[Stored data]

________________

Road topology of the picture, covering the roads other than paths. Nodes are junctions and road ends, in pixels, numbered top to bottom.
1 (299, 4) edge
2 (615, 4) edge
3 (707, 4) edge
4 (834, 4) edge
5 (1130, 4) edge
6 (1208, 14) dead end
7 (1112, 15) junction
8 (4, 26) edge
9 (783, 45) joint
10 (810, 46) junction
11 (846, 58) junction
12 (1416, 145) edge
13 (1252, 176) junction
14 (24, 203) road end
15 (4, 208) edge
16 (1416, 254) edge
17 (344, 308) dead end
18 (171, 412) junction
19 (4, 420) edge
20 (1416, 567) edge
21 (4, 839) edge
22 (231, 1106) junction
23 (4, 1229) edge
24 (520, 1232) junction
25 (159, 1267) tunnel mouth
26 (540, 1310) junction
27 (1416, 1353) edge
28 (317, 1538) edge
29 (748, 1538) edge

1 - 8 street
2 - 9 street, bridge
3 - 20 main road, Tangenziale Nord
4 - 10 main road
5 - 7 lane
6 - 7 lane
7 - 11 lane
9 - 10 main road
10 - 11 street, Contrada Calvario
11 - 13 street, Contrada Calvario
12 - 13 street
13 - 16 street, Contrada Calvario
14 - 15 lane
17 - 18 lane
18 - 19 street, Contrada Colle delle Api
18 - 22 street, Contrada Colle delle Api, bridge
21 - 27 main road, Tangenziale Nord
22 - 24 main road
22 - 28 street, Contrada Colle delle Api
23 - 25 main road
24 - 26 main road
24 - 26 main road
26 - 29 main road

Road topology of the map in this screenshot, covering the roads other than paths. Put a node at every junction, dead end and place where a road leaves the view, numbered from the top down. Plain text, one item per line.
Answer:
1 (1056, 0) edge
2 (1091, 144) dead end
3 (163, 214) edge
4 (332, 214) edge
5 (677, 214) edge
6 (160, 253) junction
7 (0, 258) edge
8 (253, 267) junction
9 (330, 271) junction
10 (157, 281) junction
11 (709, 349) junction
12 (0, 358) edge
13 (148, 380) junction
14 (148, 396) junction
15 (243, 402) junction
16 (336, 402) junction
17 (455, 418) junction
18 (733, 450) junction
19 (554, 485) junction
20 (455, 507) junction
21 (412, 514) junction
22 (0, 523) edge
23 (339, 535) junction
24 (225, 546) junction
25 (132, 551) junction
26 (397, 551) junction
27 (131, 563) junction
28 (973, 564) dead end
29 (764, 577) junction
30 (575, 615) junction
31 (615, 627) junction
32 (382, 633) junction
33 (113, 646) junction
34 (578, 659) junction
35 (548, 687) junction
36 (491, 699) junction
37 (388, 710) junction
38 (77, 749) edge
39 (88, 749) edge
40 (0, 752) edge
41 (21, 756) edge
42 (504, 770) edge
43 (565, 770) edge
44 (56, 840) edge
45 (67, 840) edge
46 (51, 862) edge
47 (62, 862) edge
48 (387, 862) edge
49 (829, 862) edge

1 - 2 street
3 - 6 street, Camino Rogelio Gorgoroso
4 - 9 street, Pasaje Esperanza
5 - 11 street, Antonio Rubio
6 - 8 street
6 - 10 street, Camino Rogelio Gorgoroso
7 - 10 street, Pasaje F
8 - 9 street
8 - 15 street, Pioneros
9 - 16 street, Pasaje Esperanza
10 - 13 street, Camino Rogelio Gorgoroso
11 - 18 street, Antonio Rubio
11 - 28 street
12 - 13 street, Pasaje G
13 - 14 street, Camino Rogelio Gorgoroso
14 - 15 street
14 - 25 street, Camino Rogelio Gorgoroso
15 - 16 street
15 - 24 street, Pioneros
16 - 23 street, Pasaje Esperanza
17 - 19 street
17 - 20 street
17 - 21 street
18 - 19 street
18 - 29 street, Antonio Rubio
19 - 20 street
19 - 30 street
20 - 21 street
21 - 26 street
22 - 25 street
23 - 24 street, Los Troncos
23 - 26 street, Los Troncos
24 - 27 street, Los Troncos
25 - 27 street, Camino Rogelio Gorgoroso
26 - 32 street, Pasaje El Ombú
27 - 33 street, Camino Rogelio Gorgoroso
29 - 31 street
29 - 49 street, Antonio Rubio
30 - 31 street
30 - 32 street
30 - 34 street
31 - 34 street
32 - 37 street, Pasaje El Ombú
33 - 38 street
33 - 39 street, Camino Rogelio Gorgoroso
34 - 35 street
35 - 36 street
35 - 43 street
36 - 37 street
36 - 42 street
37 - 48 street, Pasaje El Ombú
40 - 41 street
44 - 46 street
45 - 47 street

________________

Exercise brief: All lines of the records above that contain the word "Antonio" are to be copied out.

Output:
5 - 11 street, Antonio Rubio
11 - 18 street, Antonio Rubio
18 - 29 street, Antonio Rubio
29 - 49 street, Antonio Rubio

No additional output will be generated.